[[ The records, beginning ]]

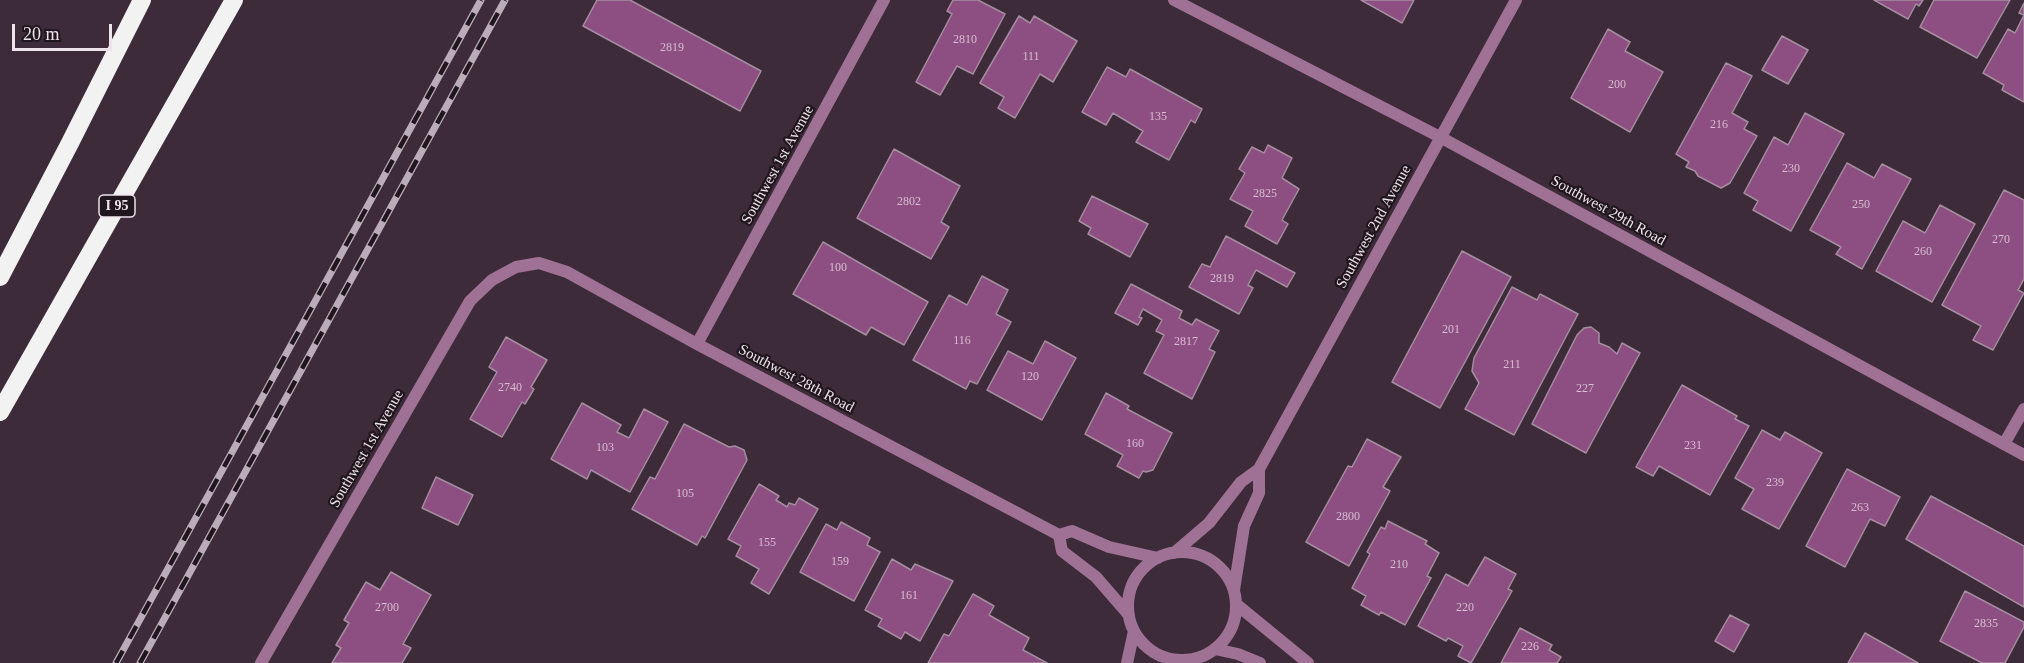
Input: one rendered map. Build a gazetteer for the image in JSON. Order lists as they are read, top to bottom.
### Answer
{
  "streets": {
    "highway": ["I 95"],
    "street": [
      "Southwest 1st Avenue",
      "Southwest 29th Road",
      "Southwest 2nd Avenue",
      "Southwest 28th Road"
    ]
  },
  "crossings": [
    ["Southwest 1st Avenue", "Southwest 28th Road"],
    ["Southwest 29th Road", "Southwest 2nd Avenue"],
    ["Southwest 2nd Avenue", "Southwest 28th Road"]
  ],
  "house_numbers": [
    "2810",
    "2819",
    "111",
    "200",
    "135",
    "216",
    "230",
    "2825",
    "2802",
    "250",
    "270",
    "260",
    "100",
    "2819",
    "201",
    "116",
    "2817",
    "211",
    "120",
    "2740",
    "227",
    "160",
    "231",
    "103",
    "239",
    "105",
    "263",
    "2800",
    "155",
    "159",
    "210",
    "161",
    "2700",
    "220",
    "2835",
    "226"
  ],
  "scale_bar": "20 m"
}
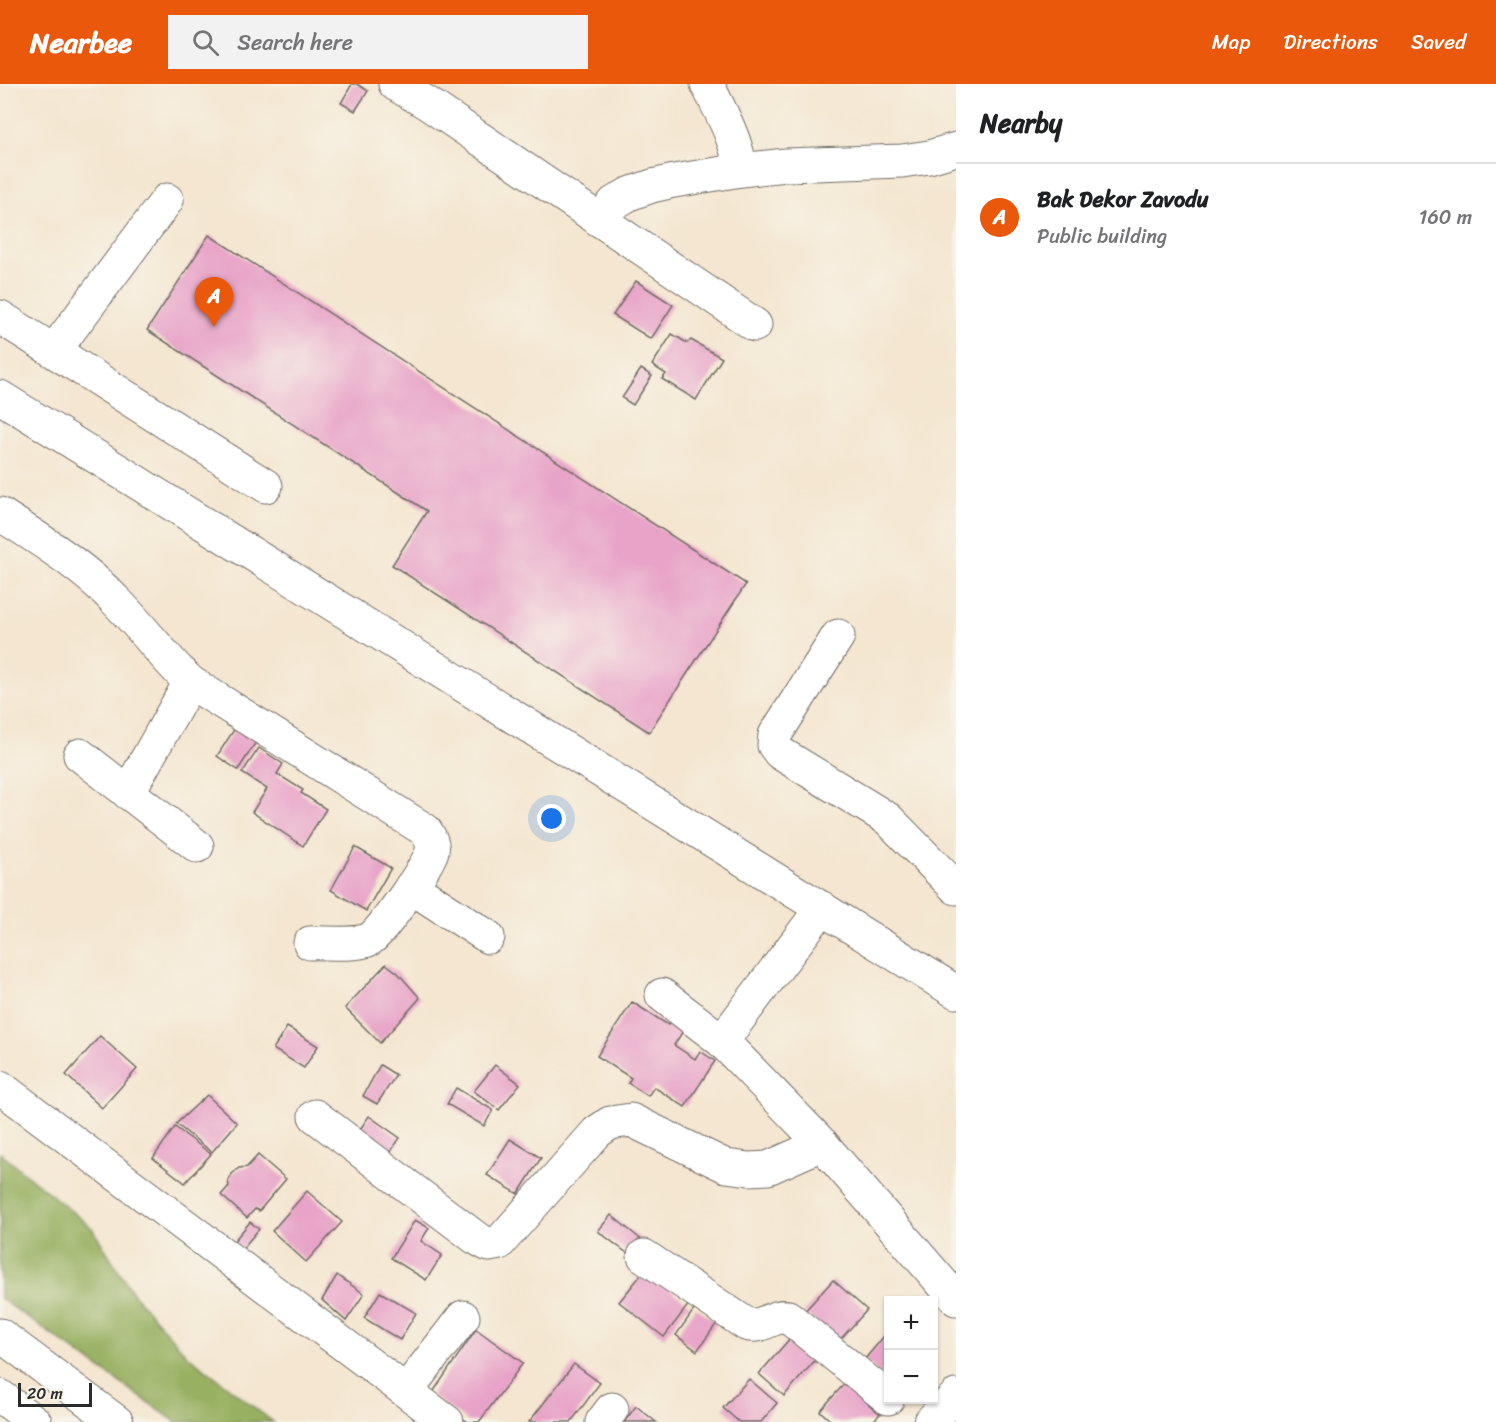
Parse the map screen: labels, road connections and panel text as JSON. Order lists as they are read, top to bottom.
{
  "scale_bar": "20 m",
  "page": {
    "header": "Nearbee",
    "search": "Search here",
    "nav": ["Map", "Directions", "Saved"],
    "heading": "Nearby",
    "list": [
      {
        "mark": "A",
        "name": "Bak Dekor Zavodu",
        "note": "Public building",
        "value": "160 m"
      }
    ],
    "pins": "A",
    "map_buttons": ["+", "−"],
    "scale": "20 m"
  }
}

[[ The records, end ]]

# [Exercise]
When restating the records word for word, omit any picture they contain.

# [Output of the exercise]
Input: one rendered map. Build a gazetteer for the image in JSON. Order lists as they are read, top to bottom.
### Answer
{
  "streets": {
    "highway": ["I 95"],
    "street": [
      "Southwest 1st Avenue",
      "Southwest 29th Road",
      "Southwest 2nd Avenue",
      "Southwest 28th Road"
    ]
  },
  "crossings": [
    ["Southwest 1st Avenue", "Southwest 28th Road"],
    ["Southwest 29th Road", "Southwest 2nd Avenue"],
    ["Southwest 2nd Avenue", "Southwest 28th Road"]
  ],
  "house_numbers": [
    "2810",
    "2819",
    "111",
    "200",
    "135",
    "216",
    "230",
    "2825",
    "2802",
    "250",
    "270",
    "260",
    "100",
    "2819",
    "201",
    "116",
    "2817",
    "211",
    "120",
    "2740",
    "227",
    "160",
    "231",
    "103",
    "239",
    "105",
    "263",
    "2800",
    "155",
    "159",
    "210",
    "161",
    "2700",
    "220",
    "2835",
    "226"
  ],
  "scale_bar": "20 m"
}
Parse the map screen: labels, road connections and panel text as JSON. Order lists as they are read, top to bottom.
{
  "scale_bar": "20 m",
  "page": {
    "header": "Nearbee",
    "search": "Search here",
    "nav": ["Map", "Directions", "Saved"],
    "heading": "Nearby",
    "list": [
      {
        "mark": "A",
        "name": "Bak Dekor Zavodu",
        "note": "Public building",
        "value": "160 m"
      }
    ],
    "pins": "A",
    "map_buttons": ["+", "−"],
    "scale": "20 m"
  }
}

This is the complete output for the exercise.